• _AIM OF THE EXERCISE_
Repeat the listing below word for word, stopping after the line that contains "Which roads connect".

─── DATASET ───

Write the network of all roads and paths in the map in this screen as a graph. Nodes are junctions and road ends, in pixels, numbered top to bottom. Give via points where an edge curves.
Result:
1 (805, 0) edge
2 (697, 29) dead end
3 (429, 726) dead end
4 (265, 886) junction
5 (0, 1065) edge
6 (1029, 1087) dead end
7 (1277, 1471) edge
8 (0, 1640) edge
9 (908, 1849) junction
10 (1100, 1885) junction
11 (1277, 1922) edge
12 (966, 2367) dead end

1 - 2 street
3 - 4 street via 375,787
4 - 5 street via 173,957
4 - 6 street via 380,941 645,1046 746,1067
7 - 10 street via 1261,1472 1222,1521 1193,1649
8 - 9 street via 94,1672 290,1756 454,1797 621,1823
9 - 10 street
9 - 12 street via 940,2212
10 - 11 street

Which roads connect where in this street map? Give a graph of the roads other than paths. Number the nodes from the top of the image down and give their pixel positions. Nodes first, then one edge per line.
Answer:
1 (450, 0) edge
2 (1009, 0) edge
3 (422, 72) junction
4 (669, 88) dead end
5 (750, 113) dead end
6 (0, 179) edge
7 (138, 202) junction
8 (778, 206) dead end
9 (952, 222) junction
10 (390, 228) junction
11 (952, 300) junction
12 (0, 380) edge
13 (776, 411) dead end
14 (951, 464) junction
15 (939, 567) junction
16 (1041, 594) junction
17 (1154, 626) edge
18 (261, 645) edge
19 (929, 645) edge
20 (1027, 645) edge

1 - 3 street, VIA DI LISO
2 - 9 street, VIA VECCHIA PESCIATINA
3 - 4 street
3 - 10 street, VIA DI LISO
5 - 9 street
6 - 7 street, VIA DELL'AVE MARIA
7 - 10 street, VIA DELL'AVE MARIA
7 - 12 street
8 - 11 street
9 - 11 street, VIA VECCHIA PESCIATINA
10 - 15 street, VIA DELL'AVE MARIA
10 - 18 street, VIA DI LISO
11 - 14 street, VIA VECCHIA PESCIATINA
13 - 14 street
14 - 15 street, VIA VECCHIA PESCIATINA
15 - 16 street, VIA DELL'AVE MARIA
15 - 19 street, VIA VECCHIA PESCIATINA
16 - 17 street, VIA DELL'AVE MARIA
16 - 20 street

───

• _OUTPUT_
Write the network of all roads and paths in the map in this screen as a graph. Nodes are junctions and road ends, in pixels, numbered top to bottom. Give via points where an edge curves.
Result:
1 (805, 0) edge
2 (697, 29) dead end
3 (429, 726) dead end
4 (265, 886) junction
5 (0, 1065) edge
6 (1029, 1087) dead end
7 (1277, 1471) edge
8 (0, 1640) edge
9 (908, 1849) junction
10 (1100, 1885) junction
11 (1277, 1922) edge
12 (966, 2367) dead end

1 - 2 street
3 - 4 street via 375,787
4 - 5 street via 173,957
4 - 6 street via 380,941 645,1046 746,1067
7 - 10 street via 1261,1472 1222,1521 1193,1649
8 - 9 street via 94,1672 290,1756 454,1797 621,1823
9 - 10 street
9 - 12 street via 940,2212
10 - 11 street

Which roads connect where in this street map? Give a graph of the roads other than paths. Number the nodes from the top of the image down and give their pixel positions. Nodes first, then one edge per line.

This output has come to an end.